我が国の貿易投資関係もまた、近年の国際政治経済構造の大きな変動に直面している。貿易摩擦の激化、過剰生産能力と過剰依存のリスク、経済安全保障認識の広がり、グローバルサウス諸国の存在感の高まり、デジタル化やグリーン移行への対応の多様性は、いずれも我が国企業が国境を超えるビジネス活動において直面する変化であり、高まる不確実性の要因となっている。同時に、デジタル化、グリーン移行、サプライチェーン強靱化といった新たな国際的潮流は、成長するグローバルサウス諸国を含めた海外市場におけるビジネスの新たな成長機会でもある。では、このような国際環境変化の中で、我が国の今後の通商関係をどのように展望すべきだろうか。その検討に当たって、まずは我が国のこれまでの貿易投資構造の変容を理解する必要があろう。

近年、我が国の国際収支構造に大きな関心が集まっている。我が国は長年、貿易収支黒字を維持してきたが、2011年の東日本大震災と東京電力福島第一原子力発電所事故の後に赤字に転じ、その後も燃料価格や為替の動向によって赤字となりやすい構造となっている。さらに、デジタル貿易赤字の拡大が指摘される一方で、対外直接投資や証券投資が増えた結果として第一次所得収支の黒字が増加している。

こうした国際収支構造の変化は、昨今の大幅な円安の進行との関連に着目して議論されることも多い。しかし、その背後では、デジタル経済化等がもたらす産業構造の変化や、中国の産業発展と景気低迷、事業環境の悪化を始めとする国際的な事業・競争環境の変化が、企業の立地・投資戦略を変化させつつあることにも目を向ける必要がある。

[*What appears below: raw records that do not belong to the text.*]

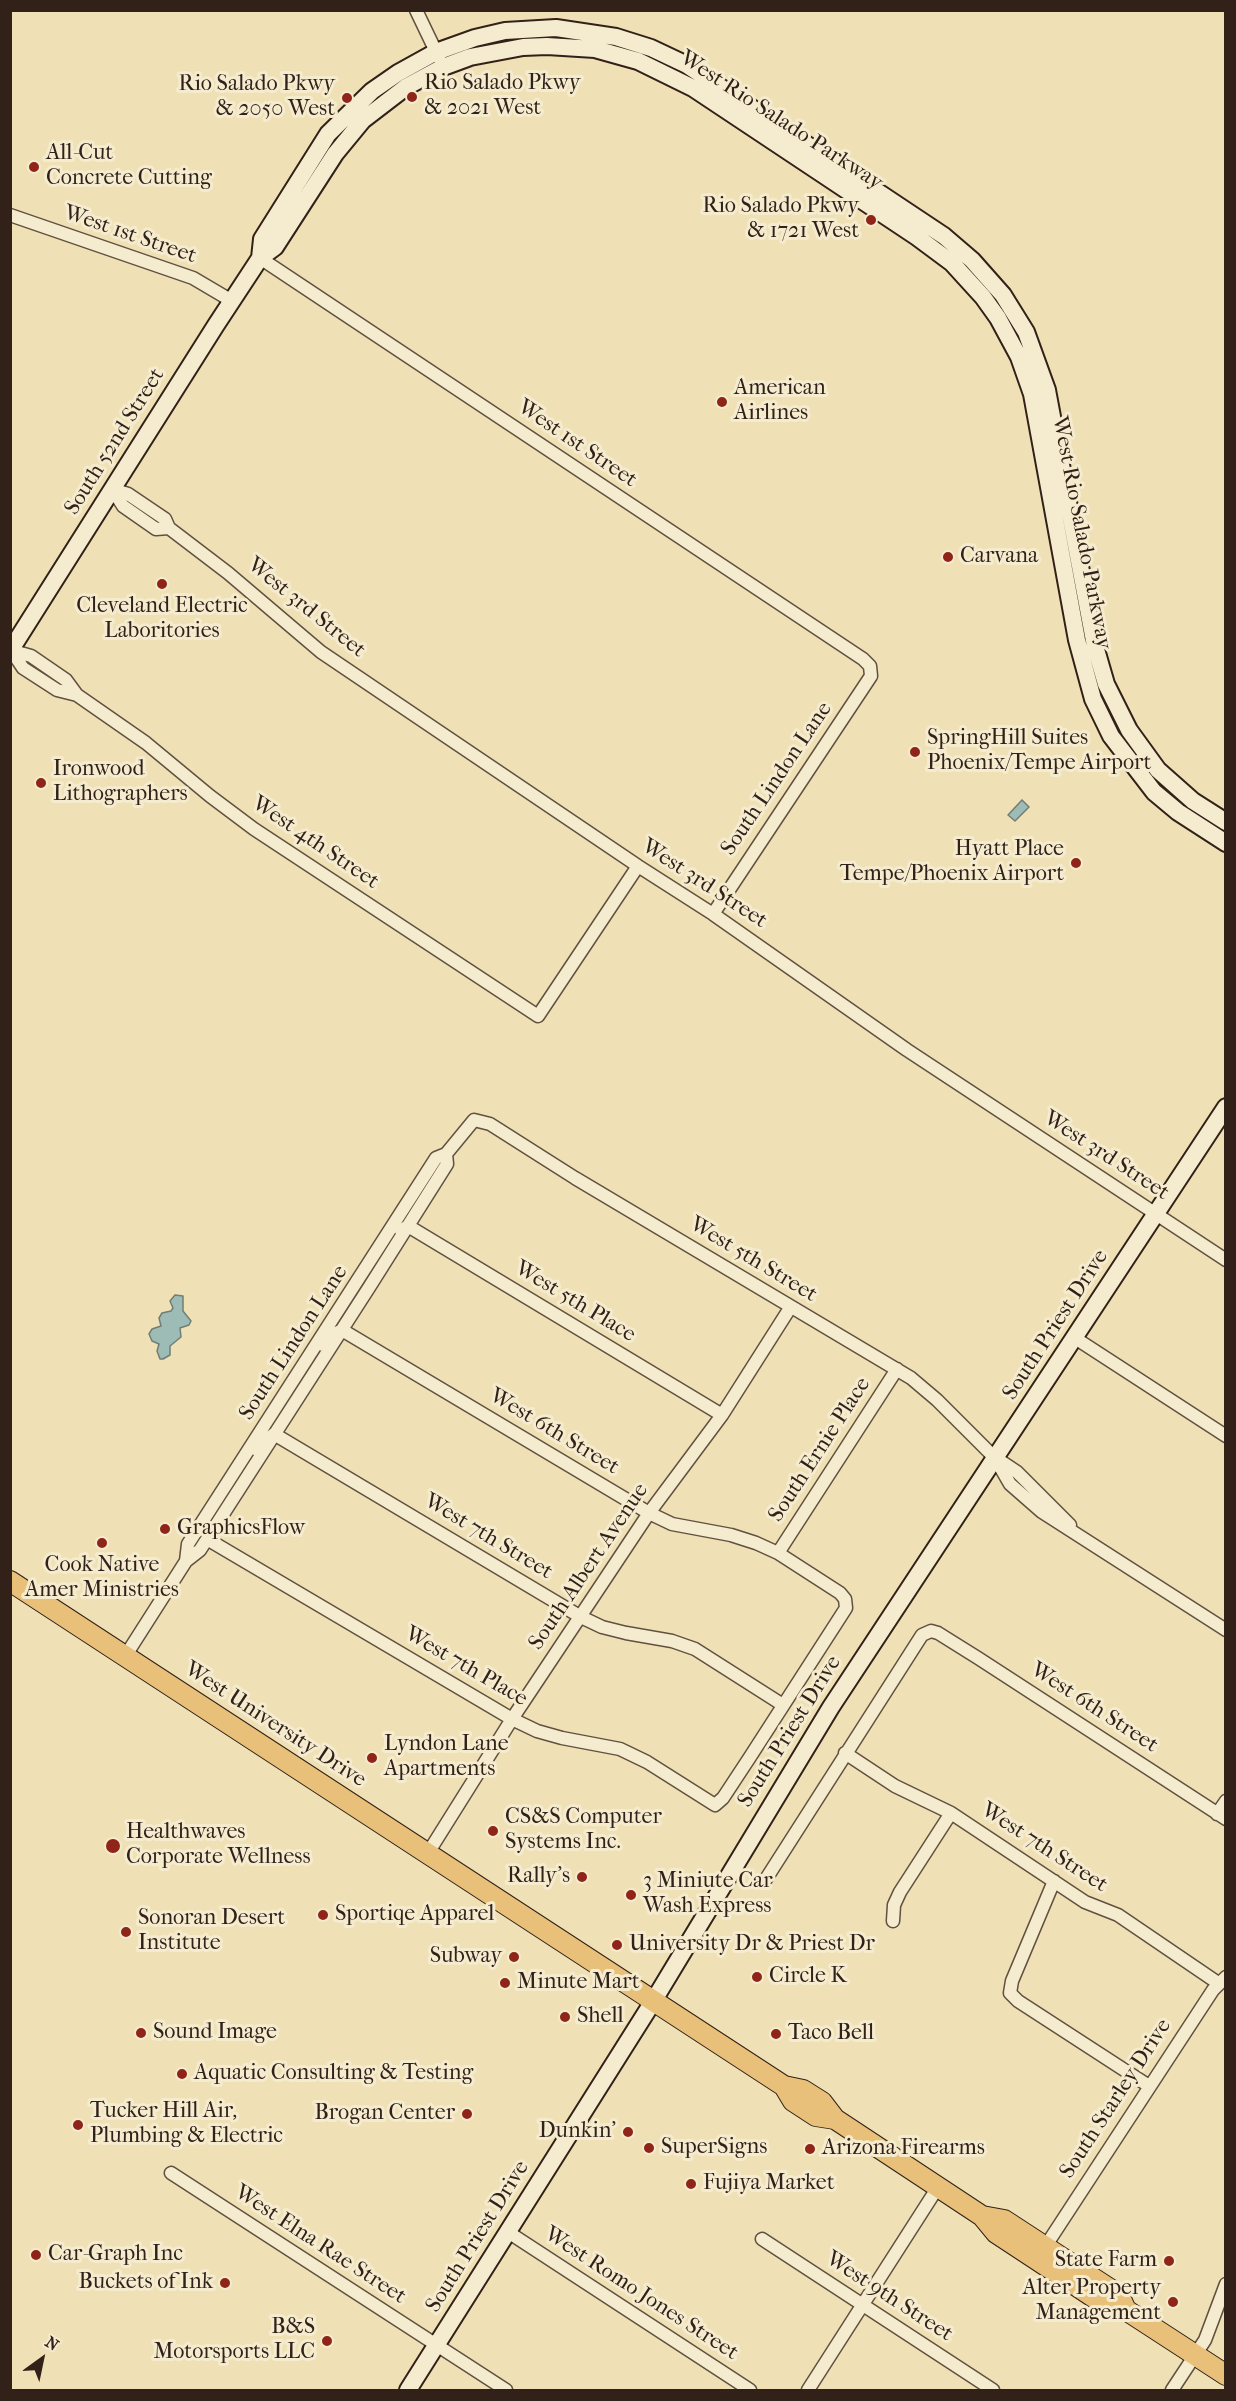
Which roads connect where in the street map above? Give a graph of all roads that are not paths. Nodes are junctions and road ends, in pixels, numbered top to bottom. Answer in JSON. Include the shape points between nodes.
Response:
{"nodes":[{"id":1,"x":416,"y":10,"type":"edge"},
{"id":2,"x":440,"y":60,"type":"junction"},
{"id":3,"x":10,"y":216,"type":"edge"},
{"id":4,"x":260,"y":258,"type":"junction"},
{"id":5,"x":232,"y":301,"type":"junction"},
{"id":6,"x":1027,"y":354,"type":"junction"},
{"id":7,"x":1039,"y":427,"type":"junction"},
{"id":8,"x":1066,"y":485,"type":"junction"},
{"id":9,"x":112,"y":489,"type":"junction"},
{"id":10,"x":11,"y":651,"type":"edge"},
{"id":11,"x":870,"y":666,"type":"joint"},
{"id":12,"x":1094,"y":699,"type":"junction"},
{"id":13,"x":1158,"y":770,"type":"junction"},
{"id":14,"x":1226,"y":822,"type":"edge"},
{"id":15,"x":1226,"y":843,"type":"edge"},
{"id":16,"x":638,"y":866,"type":"junction"},
{"id":17,"x":713,"y":914,"type":"junction"},
{"id":18,"x":1226,"y":1107,"type":"edge"},
{"id":19,"x":474,"y":1120,"type":"joint"},
{"id":20,"x":446,"y":1154,"type":"junction"},
{"id":21,"x":1155,"y":1214,"type":"junction"},
{"id":22,"x":408,"y":1226,"type":"junction"},
{"id":23,"x":377,"y":1252,"type":"junction"},
{"id":24,"x":1226,"y":1260,"type":"edge"},
{"id":25,"x":790,"y":1308,"type":"junction"},
{"id":26,"x":342,"y":1330,"type":"junction"},
{"id":27,"x":1075,"y":1338,"type":"junction"},
{"id":28,"x":312,"y":1352,"type":"junction"},
{"id":29,"x":897,"y":1369,"type":"junction"},
{"id":30,"x":722,"y":1414,"type":"junction"},
{"id":31,"x":274,"y":1434,"type":"junction"},
{"id":32,"x":1226,"y":1436,"type":"edge"},
{"id":33,"x":246,"y":1455,"type":"junction"},
{"id":34,"x":995,"y":1458,"type":"junction"},
{"id":35,"x":229,"y":1481,"type":"junction"},
{"id":36,"x":649,"y":1513,"type":"junction"},
{"id":37,"x":207,"y":1539,"type":"junction"},
{"id":38,"x":778,"y":1553,"type":"junction"},
{"id":39,"x":186,"y":1561,"type":"junction"},
{"id":40,"x":10,"y":1581,"type":"edge"},
{"id":41,"x":845,"y":1599,"type":"joint"},
{"id":42,"x":581,"y":1617,"type":"junction"},
{"id":43,"x":1226,"y":1630,"type":"edge"},
{"id":44,"x":126,"y":1655,"type":"junction"},
{"id":45,"x":783,"y":1705,"type":"junction"},
{"id":46,"x":512,"y":1719,"type":"junction"},
{"id":47,"x":845,"y":1753,"type":"junction"},
{"id":48,"x":1226,"y":1801,"type":"edge"},
{"id":49,"x":715,"y":1805,"type":"joint"},
{"id":50,"x":951,"y":1813,"type":"junction"},
{"id":51,"x":1221,"y":1817,"type":"edge"},
{"id":52,"x":428,"y":1853,"type":"junction"},
{"id":53,"x":766,"y":1879,"type":"dead end"},
{"id":54,"x":1053,"y":1881,"type":"junction"},
{"id":55,"x":893,"y":1921,"type":"dead end"},
{"id":56,"x":1222,"y":1980,"type":"edge"},
{"id":57,"x":654,"y":2000,"type":"junction"},
{"id":58,"x":1149,"y":2086,"type":"junction"},
{"id":59,"x":171,"y":2173,"type":"dead end"},
{"id":60,"x":938,"y":2187,"type":"junction"},
{"id":61,"x":982,"y":2216,"type":"junction"},
{"id":62,"x":508,"y":2232,"type":"junction"},
{"id":63,"x":762,"y":2239,"type":"dead end"},
{"id":64,"x":1045,"y":2247,"type":"junction"},
{"id":65,"x":1226,"y":2284,"type":"edge"},
{"id":66,"x":862,"y":2305,"type":"junction"},
{"id":67,"x":1126,"y":2310,"type":"junction"},
{"id":68,"x":436,"y":2345,"type":"junction"},
{"id":69,"x":1195,"y":2355,"type":"junction"},
{"id":70,"x":1226,"y":2375,"type":"edge"},
{"id":71,"x":408,"y":2391,"type":"edge"},
{"id":72,"x":506,"y":2391,"type":"edge"},
{"id":73,"x":750,"y":2391,"type":"edge"},
{"id":74,"x":808,"y":2391,"type":"edge"},
{"id":75,"x":993,"y":2391,"type":"edge"},
{"id":76,"x":1172,"y":2391,"type":"edge"}],
"edges":[{"from":1,"to":2,"type":"street"},
{"from":2,"to":4,"type":"main road","name":"West Rio Salado Parkway","via":[[352,132],[275,247]]},
{"from":2,"to":6,"type":"main road","name":"West Rio Salado Parkway","via":[[475,38],[505,32],[571,29],[631,41],[687,65],[960,247],[1003,295],[1026,332]]},
{"from":3,"to":5,"type":"street","name":"West 1st Street","via":[[193,278]]},
{"from":4,"to":5,"type":"main road","name":"South 52nd Street"},
{"from":4,"to":11,"type":"street","name":"West 1st Street"},
{"from":5,"to":9,"type":"main road","name":"South 52nd Street"},
{"from":6,"to":7,"type":"main road","name":"West Rio Salado Parkway"},
{"from":6,"to":8,"type":"main road","name":"West Rio Salado Parkway","via":[[1052,411]]},
{"from":7,"to":8,"type":"main road","via":[[1048,440],[1056,474]]},
{"from":7,"to":12,"type":"main road","name":"West Rio Salado Parkway","via":[[1076,632]]},
{"from":8,"to":13,"type":"main road","name":"West Rio Salado Parkway","via":[[1095,646],[1106,684],[1129,730]]},
{"from":9,"to":10,"type":"main road","name":"South 52nd Street"},
{"from":9,"to":16,"type":"street","name":"West 3rd Street","via":[[128,494],[165,519],[169,528],[321,652]]},
{"from":10,"to":16,"type":"street","name":"West 4th Street","via":[[32,656],[66,680],[77,695],[123,726],[254,829],[538,1016]]},
{"from":11,"to":17,"type":"street","name":"South Lindon Lane","via":[[871,675]]},
{"from":12,"to":13,"type":"main road","via":[[1105,707],[1143,765]]},
{"from":12,"to":15,"type":"main road","name":"West Rio Salado Parkway","via":[[1111,736],[1154,792]]},
{"from":13,"to":14,"type":"main road","name":"West Rio Salado Parkway","via":[[1193,801]]},
{"from":16,"to":17,"type":"street","name":"West 3rd Street"},
{"from":17,"to":21,"type":"street","name":"West 3rd Street","via":[[908,1050]]},
{"from":18,"to":21,"type":"main road","name":"South Priest Drive"},
{"from":19,"to":20,"type":"street","name":"South Lindon Lane"},
{"from":19,"to":25,"type":"street","name":"West 5th Street","via":[[489,1124]]},
{"from":20,"to":22,"type":"street","name":"South Lindon Lane","via":[[447,1164]]},
{"from":20,"to":23,"type":"street","name":"South Lindon Lane","via":[[436,1158]]},
{"from":21,"to":24,"type":"street","name":"West 3rd Street"},
{"from":21,"to":27,"type":"main road","name":"South Priest Drive"},
{"from":22,"to":23,"type":"street"},
{"from":22,"to":26,"type":"street","name":"South Lindon Lane"},
{"from":22,"to":30,"type":"street","name":"West 5th Place"},
{"from":23,"to":28,"type":"street","name":"South Lindon Lane"},
{"from":25,"to":29,"type":"street","name":"West 5th Street"},
{"from":25,"to":30,"type":"street","name":"South Albert Avenue"},
{"from":26,"to":28,"type":"street"},
{"from":26,"to":31,"type":"street","name":"South Lindon Lane"},
{"from":26,"to":36,"type":"street","name":"West 6th Street"},
{"from":27,"to":32,"type":"street"},
{"from":27,"to":34,"type":"main road","name":"South Priest Drive"},
{"from":28,"to":33,"type":"street","name":"South Lindon Lane"},
{"from":29,"to":34,"type":"street","name":"West 5th Street","via":[[937,1400]]},
{"from":29,"to":38,"type":"street","name":"South Ernie Place"},
{"from":30,"to":36,"type":"street","name":"South Albert Avenue"},
{"from":31,"to":33,"type":"street"},
{"from":31,"to":37,"type":"street","name":"South Lindon Lane"},
{"from":31,"to":42,"type":"street","name":"West 7th Street"},
{"from":33,"to":35,"type":"street","name":"South Lindon Lane"},
{"from":34,"to":43,"type":"street","name":"West 5th Street","via":[[1017,1472],[1080,1534]]},
{"from":34,"to":57,"type":"main road","name":"South Priest Drive","via":[[831,1707]]},
{"from":35,"to":37,"type":"street","via":[[229,1493],[207,1528]]},
{"from":35,"to":39,"type":"street","name":"South Lindon Lane","via":[[188,1544]]},
{"from":36,"to":38,"type":"street","name":"West 6th Street","via":[[672,1524],[731,1535]]},
{"from":36,"to":42,"type":"street","name":"South Albert Avenue"},
{"from":37,"to":39,"type":"street","name":"South Lindon Lane"},
{"from":37,"to":46,"type":"street","name":"West 7th Place"},
{"from":38,"to":41,"type":"street","name":"West 6th Street"},
{"from":39,"to":44,"type":"street","name":"South Lindon Lane"},
{"from":40,"to":44,"type":"main road","name":"West University Drive"},
{"from":41,"to":45,"type":"street","name":"South Priest Drive","via":[[846,1608]]},
{"from":42,"to":45,"type":"street","name":"West 7th Street","via":[[610,1629],[695,1649]]},
{"from":42,"to":46,"type":"street","name":"South Albert Avenue"},
{"from":44,"to":52,"type":"main road","name":"West University Drive"},
{"from":45,"to":49,"type":"street","name":"South Priest Drive"},
{"from":46,"to":49,"type":"street","name":"West 7th Place","via":[[562,1738],[620,1749]]},
{"from":46,"to":52,"type":"street","name":"South Albert Avenue"},
{"from":47,"to":50,"type":"street","name":"West 7th Street","via":[[902,1790]]},
{"from":47,"to":51,"type":"street","name":"West 6th Street","via":[[922,1635],[931,1631]]},
{"from":47,"to":53,"type":"street"},
{"from":48,"to":51,"type":"street"},
{"from":50,"to":54,"type":"street","name":"West 7th Street"},
{"from":50,"to":55,"type":"street","via":[[900,1892]]},
{"from":52,"to":57,"type":"main road","name":"West University Drive"},
{"from":54,"to":56,"type":"street","name":"West 7th Street","via":[[1092,1905],[1118,1915]]},
{"from":54,"to":58,"type":"street","via":[[1010,1993]]},
{"from":56,"to":58,"type":"street","name":"South Starley Drive"},
{"from":57,"to":60,"type":"main road","name":"West University Drive","via":[[784,2086],[803,2090],[822,2102],[835,2119]]},
{"from":57,"to":62,"type":"main road","name":"South Priest Drive"},
{"from":58,"to":64,"type":"street","name":"South Starley Drive"},
{"from":59,"to":68,"type":"street","name":"West Elna Rae Street"},
{"from":60,"to":61,"type":"main road","name":"West University Drive"},
{"from":60,"to":66,"type":"street"},
{"from":61,"to":64,"type":"main road","name":"West University Drive","via":[[1004,2220]]},
{"from":61,"to":67,"type":"main road","name":"West University Drive","via":[[996,2233],[1113,2310]]},
{"from":62,"to":68,"type":"main road","name":"South Priest Drive"},
{"from":62,"to":73,"type":"street","name":"West Romo Jones Street"},
{"from":63,"to":66,"type":"street","name":"West 9th Street"},
{"from":64,"to":67,"type":"main road","name":"West University Drive","via":[[1119,2295]]},
{"from":65,"to":69,"type":"street","via":[[1212,2324]]},
{"from":66,"to":74,"type":"street"},
{"from":66,"to":75,"type":"street","name":"West 9th Street"},
{"from":67,"to":69,"type":"main road","name":"West University Drive"},
{"from":68,"to":71,"type":"main road","name":"South Priest Drive"},
{"from":68,"to":72,"type":"street","name":"West Elna Rae Street"},
{"from":69,"to":70,"type":"main road","name":"West University Drive"},
{"from":69,"to":76,"type":"street"}]}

世界の財貿易の伸びは対GDP比で停滞しているが、サービス貿易は拡大を続けている。その背景には、世界的なデジタル技術の発展・普及等による、Baldwinの言う第三のアンバンドリングの進展がある286。加えて、ものづくりとサービスの融合が、産業の付加価値源泉の変化をもたらしている。従来、サービス貿易は、財に比べて規模が小さく、輸送や旅行等の個別分野が中心であり、統計上の限界もあったために余り注目されてこなかった。しかし、ものづくりとサービスの融合が進み、越境取引の形態が変わった今、財とサービスの貿易投資を一体的に分析する必要性が増している。さらに、それを踏まえた日本企業のグローバルな立地・投資戦略を見ることで、今後の日本の通商関係を巡る機会と課題を理解することができるだろう。

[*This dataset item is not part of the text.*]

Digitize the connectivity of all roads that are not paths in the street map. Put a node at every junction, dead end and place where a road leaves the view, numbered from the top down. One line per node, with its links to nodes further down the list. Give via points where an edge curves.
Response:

本章では、まず我が国が強みとしてきた製造業の輸出の状況を多角的に分析した上で、モノとサービスの越境取引を巡る新たな展開に、取得可能なデータから接近することで、財とサービスの貿易投資の全体像を把握することを試みる。さらに、我が国企業の立地・投資戦略を分析することで、現在の日本の製造企業やコンテンツ企業が持つグローバル戦略や産業立地上の日本の位置付けと課題、日本経済にとっての対外直接投資の意義について検討する。その上で、ものづくりとサービスの融合が進み、国境を超えるビジネス活動と付加価値源泉が急速に移行する時代における、我が国の通商関係について展望する。

286 Baldwin (2016)

第1節 国際収支構造

本節では、我が国の国際収支の動向を概観し、我が国の対外貿易投資の全体的な特徴を考察する。2023年は、第一次所得収支が高水準で推移する中、貿易収支の赤字幅が縮小したことから、経常収支全体では黒字幅が拡大した。2024年も同様の傾向が続いたことから、経常収支の黒字幅は一段と拡大している。他方、近年の財・サービス収支の赤字は継続している。

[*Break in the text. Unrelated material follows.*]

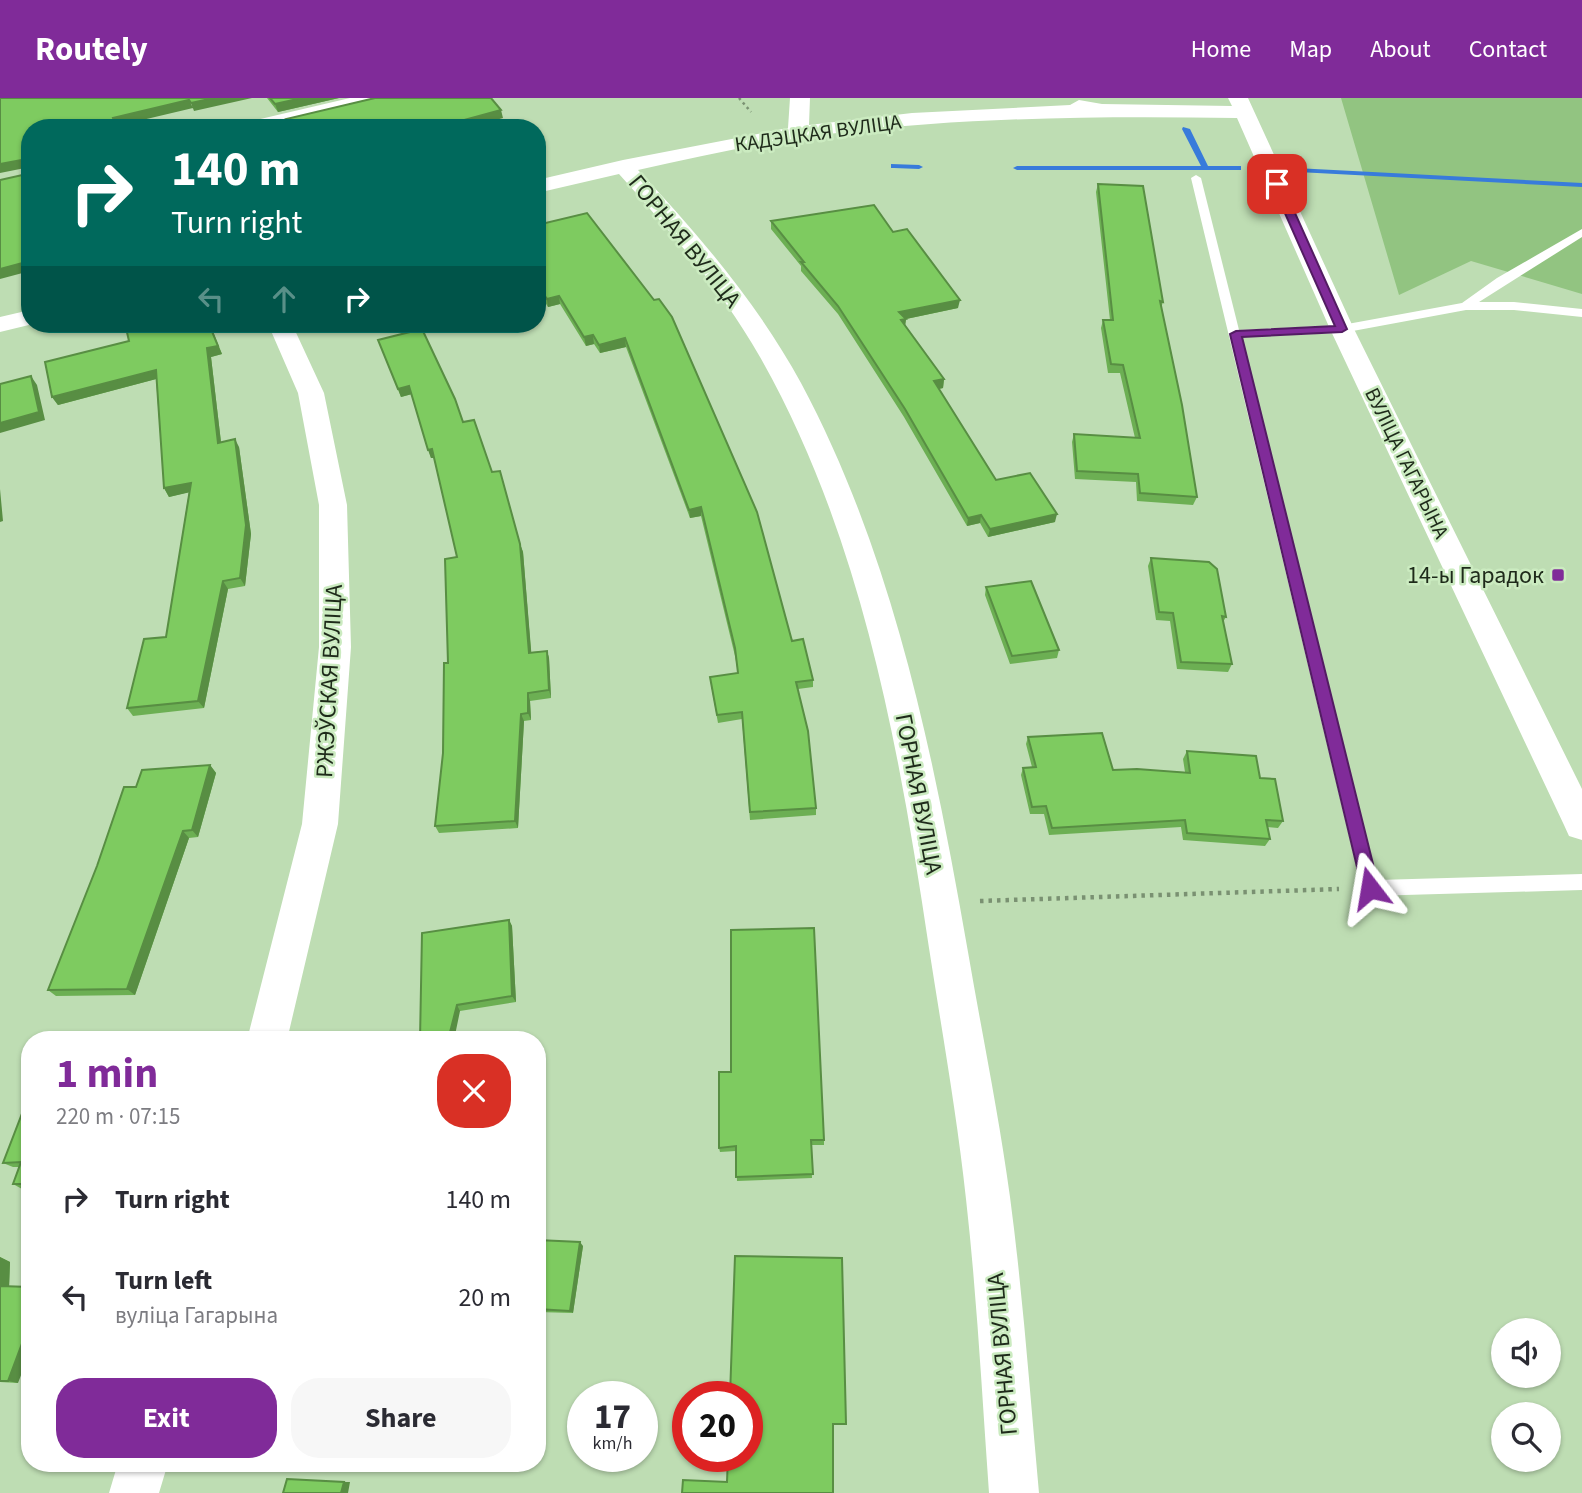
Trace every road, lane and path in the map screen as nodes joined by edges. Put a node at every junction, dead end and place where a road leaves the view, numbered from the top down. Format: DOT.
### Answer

本節では、我が国の経常収支、財・サービス収支、第一次所得収支の動向を整理し、それぞれトレンドの変化を考察する。特に、これまで別々に見ることが多かった財とサービスを一体とし、対世界及び主要貿易相手国・地域との収支の推移を見ることで、我が国の財・サービス収支を統合的に概観する。

1. 経常収支の概観

(1) 経常収支

2024年の経常収支(速報値)は約29兆円の黒字となり、黒字幅は過去最高となった(第II-3-1-1図)。内訳を見ると、第一次所得収支が約40兆円の黒字と、過去最高であった2023年から一段と黒字幅を拡大させた。貿易収支の赤字幅が2年連続で縮小したことも、経常収支全体の黒字幅の拡大に寄与した。この間、サービス収支も、コロナ禍前にゼロ近傍まで縮小した後、一旦はコロナ禍の影響からマイナス幅が拡大したが、足下では、緩やかに赤字幅を縮小させている。